No matter how much Utopian communities try to get rid of the idea of sexual ownership — the female desire to chose a mate may be a constant for our species. It does however ensure the continuation of competitive behaviors, which leads us once again to hierarchies. To get rid of this, female choice would have to be stopped, a process that we associate with cultures that are oppressive.
The Shakers who were celibate and only adopted children became extinct after their adopted children refused to adopt the rules of Shakerism. The Harmony Society died out because it refused to reproduce. And the experiment in Fourierirsm known as Brook Farm ended after with many child related problems, one of which being when the children refused to be placed at the bottom of the Fourierist redistribution hierarchy and were forced to clean the toilets.
So many intentional communities create trouble for themselves by trying to replace the nuclear and extended family structure with other forms of mating and child rearing, only to find that mothers and children simply want to leave.
Intentions Are Not Enough
One of the great mistakes we make in interpersonal behavior, is to judge people by their intentions and not by the real outcome of those intentions. To let them off with saying “we meant well.” The same is true for wider society and the many and repeated failures of applying Utopian ideas to reality are nearly always excused by the same means — people say “but we meant well” or “it’s still a good idea, it just hasn’t worked in practice yet.”

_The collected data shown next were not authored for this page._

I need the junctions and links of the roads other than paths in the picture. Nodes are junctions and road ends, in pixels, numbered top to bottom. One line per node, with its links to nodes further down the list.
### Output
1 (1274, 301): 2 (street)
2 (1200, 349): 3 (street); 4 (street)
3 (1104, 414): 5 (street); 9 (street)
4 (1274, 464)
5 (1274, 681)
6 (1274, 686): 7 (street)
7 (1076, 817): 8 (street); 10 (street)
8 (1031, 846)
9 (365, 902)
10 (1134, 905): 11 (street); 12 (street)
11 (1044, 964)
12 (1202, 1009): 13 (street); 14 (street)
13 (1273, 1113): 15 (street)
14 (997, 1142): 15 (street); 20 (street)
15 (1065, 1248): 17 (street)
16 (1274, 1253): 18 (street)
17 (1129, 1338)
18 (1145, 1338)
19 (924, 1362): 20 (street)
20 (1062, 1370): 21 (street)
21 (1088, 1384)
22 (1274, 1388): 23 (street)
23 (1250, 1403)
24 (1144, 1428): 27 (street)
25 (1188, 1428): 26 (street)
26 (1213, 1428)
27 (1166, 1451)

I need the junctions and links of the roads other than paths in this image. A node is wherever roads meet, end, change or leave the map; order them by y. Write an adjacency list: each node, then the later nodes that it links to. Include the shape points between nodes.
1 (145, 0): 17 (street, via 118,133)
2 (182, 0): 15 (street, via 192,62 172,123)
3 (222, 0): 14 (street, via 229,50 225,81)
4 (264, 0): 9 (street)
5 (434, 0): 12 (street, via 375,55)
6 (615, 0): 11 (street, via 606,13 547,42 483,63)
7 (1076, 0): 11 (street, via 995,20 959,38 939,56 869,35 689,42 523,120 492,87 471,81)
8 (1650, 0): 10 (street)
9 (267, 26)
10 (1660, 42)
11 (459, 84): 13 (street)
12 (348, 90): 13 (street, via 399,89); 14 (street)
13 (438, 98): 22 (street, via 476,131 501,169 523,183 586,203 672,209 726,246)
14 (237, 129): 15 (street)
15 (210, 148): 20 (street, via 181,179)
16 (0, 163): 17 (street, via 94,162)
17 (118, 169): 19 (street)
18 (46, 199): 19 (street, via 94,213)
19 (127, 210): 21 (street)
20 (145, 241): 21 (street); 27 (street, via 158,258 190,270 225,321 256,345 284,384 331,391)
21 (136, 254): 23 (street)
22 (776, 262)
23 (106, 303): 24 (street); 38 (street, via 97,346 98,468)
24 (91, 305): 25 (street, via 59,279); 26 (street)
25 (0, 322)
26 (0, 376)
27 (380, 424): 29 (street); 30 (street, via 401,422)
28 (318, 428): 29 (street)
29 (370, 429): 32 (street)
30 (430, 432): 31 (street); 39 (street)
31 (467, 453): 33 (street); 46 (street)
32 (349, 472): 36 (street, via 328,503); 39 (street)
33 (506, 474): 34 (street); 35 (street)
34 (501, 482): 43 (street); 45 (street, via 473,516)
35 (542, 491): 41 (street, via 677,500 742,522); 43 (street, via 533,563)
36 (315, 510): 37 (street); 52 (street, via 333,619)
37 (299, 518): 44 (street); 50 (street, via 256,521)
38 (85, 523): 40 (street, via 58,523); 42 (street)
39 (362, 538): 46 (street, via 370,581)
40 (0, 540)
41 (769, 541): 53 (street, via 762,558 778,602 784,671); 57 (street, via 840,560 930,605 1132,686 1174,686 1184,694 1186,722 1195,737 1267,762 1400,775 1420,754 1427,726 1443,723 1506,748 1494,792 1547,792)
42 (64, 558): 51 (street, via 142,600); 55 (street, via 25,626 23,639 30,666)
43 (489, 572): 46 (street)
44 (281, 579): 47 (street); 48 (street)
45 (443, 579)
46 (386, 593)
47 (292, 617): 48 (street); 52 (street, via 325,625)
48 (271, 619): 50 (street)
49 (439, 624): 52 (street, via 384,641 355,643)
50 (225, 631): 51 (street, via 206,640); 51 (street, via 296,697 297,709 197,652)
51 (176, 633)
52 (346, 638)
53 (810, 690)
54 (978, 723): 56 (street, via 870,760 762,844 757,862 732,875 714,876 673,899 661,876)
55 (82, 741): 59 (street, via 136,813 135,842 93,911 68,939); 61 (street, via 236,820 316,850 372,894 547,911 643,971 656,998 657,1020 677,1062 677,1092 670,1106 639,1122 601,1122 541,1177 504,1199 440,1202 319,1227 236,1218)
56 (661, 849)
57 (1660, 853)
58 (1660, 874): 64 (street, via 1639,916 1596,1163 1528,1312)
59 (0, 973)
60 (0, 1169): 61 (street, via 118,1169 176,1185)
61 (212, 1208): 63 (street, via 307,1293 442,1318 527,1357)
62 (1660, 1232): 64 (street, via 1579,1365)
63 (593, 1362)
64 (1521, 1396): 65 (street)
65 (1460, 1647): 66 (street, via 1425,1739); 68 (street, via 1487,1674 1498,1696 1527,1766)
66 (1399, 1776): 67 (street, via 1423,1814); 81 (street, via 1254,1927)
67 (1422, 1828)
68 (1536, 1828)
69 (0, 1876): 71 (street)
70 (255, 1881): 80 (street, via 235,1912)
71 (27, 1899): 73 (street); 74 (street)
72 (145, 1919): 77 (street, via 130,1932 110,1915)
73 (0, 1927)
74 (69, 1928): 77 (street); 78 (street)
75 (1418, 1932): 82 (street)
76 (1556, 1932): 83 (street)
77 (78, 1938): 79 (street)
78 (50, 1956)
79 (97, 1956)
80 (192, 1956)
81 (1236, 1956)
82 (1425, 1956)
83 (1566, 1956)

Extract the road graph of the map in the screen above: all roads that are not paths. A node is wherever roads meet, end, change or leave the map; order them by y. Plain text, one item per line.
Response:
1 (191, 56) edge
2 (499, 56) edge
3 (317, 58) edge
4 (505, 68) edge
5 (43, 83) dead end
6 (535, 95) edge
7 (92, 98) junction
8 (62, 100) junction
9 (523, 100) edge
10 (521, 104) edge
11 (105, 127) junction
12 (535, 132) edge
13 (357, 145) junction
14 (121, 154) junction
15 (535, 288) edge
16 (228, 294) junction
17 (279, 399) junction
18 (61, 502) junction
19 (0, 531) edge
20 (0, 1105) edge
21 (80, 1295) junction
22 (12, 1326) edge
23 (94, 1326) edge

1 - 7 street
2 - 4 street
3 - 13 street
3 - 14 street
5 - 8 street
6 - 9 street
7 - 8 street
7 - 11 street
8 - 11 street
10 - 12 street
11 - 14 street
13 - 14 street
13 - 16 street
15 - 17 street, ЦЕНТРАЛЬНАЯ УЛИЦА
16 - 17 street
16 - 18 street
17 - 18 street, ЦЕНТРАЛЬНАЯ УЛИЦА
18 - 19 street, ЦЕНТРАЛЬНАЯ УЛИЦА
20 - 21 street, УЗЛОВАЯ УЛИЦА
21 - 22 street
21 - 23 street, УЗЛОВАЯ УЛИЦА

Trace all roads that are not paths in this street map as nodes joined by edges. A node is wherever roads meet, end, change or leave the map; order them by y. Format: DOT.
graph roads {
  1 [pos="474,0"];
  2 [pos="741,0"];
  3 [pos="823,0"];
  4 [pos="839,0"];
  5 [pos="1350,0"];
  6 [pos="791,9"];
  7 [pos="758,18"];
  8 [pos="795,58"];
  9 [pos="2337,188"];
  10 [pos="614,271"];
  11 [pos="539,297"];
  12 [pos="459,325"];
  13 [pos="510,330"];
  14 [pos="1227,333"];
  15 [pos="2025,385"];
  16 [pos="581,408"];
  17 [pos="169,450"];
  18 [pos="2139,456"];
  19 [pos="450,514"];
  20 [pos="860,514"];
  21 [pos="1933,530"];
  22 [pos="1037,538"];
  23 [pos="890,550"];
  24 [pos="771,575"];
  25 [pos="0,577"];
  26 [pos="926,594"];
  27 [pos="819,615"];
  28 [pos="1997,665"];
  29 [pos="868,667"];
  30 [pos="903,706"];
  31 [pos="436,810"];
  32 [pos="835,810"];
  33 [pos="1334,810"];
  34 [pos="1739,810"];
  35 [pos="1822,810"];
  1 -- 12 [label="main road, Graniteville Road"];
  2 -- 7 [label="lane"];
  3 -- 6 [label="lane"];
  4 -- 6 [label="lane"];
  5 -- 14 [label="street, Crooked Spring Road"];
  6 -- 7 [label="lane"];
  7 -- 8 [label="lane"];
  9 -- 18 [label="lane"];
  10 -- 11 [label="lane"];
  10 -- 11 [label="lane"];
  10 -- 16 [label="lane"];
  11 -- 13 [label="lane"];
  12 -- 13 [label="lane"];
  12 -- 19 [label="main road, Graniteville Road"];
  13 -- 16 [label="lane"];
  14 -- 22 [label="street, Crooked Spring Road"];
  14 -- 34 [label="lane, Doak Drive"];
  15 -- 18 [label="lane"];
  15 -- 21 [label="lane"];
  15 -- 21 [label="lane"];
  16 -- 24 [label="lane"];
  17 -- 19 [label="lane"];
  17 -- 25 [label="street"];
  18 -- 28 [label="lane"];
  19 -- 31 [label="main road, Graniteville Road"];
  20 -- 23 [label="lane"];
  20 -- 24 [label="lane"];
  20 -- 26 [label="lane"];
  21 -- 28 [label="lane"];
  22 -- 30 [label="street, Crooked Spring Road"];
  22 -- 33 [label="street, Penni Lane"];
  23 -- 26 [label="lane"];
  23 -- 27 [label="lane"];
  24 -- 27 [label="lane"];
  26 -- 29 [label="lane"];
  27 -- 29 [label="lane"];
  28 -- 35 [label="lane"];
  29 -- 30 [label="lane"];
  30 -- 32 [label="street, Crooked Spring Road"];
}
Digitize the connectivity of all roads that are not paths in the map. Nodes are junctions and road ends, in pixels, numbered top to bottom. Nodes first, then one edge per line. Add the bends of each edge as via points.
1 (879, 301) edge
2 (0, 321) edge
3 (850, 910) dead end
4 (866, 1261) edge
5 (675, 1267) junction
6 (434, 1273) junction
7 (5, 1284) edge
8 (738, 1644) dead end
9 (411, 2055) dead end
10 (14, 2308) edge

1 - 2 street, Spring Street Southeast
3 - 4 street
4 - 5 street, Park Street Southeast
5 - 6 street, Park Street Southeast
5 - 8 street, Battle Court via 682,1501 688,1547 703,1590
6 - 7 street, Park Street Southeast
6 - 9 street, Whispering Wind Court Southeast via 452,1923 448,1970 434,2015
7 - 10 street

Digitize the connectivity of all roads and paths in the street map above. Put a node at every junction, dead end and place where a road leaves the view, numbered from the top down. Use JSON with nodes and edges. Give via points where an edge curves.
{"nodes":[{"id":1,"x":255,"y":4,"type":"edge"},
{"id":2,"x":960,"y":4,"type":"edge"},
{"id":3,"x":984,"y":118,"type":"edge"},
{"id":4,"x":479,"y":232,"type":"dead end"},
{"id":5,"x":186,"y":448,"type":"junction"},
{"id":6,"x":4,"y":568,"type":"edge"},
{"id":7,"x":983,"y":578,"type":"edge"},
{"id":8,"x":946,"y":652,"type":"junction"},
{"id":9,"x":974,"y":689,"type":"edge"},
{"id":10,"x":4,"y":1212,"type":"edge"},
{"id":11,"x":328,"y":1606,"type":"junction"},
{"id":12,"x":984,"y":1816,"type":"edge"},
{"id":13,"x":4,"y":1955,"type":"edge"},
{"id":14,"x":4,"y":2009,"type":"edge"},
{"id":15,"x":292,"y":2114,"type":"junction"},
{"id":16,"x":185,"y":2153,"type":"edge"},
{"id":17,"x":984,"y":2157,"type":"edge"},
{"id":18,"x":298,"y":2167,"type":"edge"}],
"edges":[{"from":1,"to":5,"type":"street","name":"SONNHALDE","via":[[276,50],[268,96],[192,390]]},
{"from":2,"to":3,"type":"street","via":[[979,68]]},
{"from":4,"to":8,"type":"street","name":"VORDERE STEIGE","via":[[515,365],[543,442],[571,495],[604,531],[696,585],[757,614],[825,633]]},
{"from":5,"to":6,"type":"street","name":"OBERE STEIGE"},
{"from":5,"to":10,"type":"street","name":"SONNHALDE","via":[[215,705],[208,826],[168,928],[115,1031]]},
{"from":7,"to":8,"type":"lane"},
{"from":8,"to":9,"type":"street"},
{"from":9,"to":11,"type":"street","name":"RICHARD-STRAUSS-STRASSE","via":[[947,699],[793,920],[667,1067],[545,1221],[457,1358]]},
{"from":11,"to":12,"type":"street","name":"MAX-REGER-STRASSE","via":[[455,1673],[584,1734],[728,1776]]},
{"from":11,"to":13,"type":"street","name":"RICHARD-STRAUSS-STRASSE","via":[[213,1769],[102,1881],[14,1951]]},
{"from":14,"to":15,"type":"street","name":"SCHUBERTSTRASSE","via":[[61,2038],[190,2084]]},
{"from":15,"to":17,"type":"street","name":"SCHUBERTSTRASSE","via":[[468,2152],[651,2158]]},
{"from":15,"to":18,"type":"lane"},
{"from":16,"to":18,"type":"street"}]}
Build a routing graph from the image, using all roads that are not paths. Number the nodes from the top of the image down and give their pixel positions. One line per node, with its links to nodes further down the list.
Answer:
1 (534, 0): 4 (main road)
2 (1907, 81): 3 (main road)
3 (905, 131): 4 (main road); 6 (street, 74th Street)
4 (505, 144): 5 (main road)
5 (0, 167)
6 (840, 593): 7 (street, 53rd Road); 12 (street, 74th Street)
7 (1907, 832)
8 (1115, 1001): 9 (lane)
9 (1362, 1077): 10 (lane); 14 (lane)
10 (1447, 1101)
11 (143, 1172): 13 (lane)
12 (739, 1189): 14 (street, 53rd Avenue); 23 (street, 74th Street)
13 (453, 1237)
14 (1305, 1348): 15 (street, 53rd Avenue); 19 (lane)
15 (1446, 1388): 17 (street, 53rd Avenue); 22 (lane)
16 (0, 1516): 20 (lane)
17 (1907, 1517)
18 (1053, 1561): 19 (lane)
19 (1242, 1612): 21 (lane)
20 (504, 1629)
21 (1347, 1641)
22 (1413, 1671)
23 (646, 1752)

It could be that the greatest failing of intentional communities is contained within this very formulation. A community that is based upon declaring intentions is apt to be fearful of outcomes that would disprove those good intentions and invalidate them. So, the burying of facts about failure (moral, practical, political) would appear to be one of the secret tasks of those who live by intentions alone, who, rather than trying to address problems as they arise would rather bury the results, hide the outcomes and continue as if good intentions were all that was required. It is precisely this denial of outcomes that leads intentional communities to repeat the same mistakes over and over again. Good intentions are clearly not enough but we shall undoubtedly continue to witness the communities of those who live by the constant re-affirmation of good intentions alone, continuing to fail and to bury the evidence of their failure in order to “keep on believing.” A result of this is that intentional communities will not learn from their mistakes, and will keep on springing up, not as a force that will gather momentum or lead to progress as we move through history, but as a ceaseless eruption of the same good intentions beset by the same systemic problems and doomed by internal contradictions to fail, all over again.